— Task data —

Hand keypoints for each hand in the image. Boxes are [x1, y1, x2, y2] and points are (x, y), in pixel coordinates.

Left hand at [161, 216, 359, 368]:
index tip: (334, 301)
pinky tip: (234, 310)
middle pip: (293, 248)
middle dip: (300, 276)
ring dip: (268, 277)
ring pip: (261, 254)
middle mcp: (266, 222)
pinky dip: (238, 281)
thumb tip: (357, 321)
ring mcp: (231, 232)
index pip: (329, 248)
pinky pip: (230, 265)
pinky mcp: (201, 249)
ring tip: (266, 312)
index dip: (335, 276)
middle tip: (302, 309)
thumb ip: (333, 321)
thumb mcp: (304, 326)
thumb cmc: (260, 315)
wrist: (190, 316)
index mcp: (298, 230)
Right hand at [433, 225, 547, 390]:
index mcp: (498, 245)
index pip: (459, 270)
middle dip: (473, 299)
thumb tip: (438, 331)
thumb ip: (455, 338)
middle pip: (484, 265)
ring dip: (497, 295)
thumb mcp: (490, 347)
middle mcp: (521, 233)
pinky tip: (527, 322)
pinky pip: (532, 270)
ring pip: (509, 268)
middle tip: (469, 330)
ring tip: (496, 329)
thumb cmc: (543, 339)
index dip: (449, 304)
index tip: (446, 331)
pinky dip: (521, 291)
--
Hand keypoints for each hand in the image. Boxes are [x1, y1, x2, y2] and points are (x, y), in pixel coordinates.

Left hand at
* * *
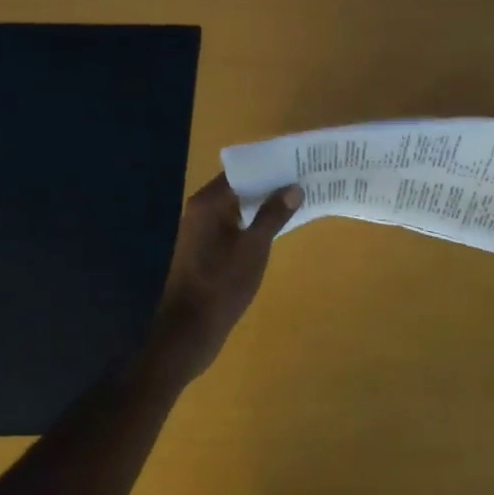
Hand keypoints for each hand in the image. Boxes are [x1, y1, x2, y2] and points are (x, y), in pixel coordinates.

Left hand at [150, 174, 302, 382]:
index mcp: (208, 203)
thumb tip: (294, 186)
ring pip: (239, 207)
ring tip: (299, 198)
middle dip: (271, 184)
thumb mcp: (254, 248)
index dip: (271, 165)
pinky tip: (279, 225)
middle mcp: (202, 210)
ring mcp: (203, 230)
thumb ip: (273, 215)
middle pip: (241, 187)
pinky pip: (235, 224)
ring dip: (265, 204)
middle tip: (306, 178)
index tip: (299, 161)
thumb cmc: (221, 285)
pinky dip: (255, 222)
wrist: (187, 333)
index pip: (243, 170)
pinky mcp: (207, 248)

— Task goal —
Please give back exactly the lines of this listing beginning at the line with "index mcp: (208, 203)" and ending with the line with "pinky mcp: (207, 248)", both included, and nothing else.

— Exercise output —
index mcp: (208, 203)
thumb tip: (294, 186)
ring pip: (239, 207)
ring tip: (299, 198)
middle dip: (271, 184)
thumb mcp: (254, 248)
index dip: (271, 165)
pinky tip: (279, 225)
middle mcp: (202, 210)
ring mcp: (203, 230)
thumb ip: (273, 215)
middle pip: (241, 187)
pinky pip: (235, 224)
ring dip: (265, 204)
middle tip: (306, 178)
index tip: (299, 161)
thumb cmc: (221, 285)
pinky dip: (255, 222)
wrist: (187, 333)
index pip: (243, 170)
pinky mcp: (207, 248)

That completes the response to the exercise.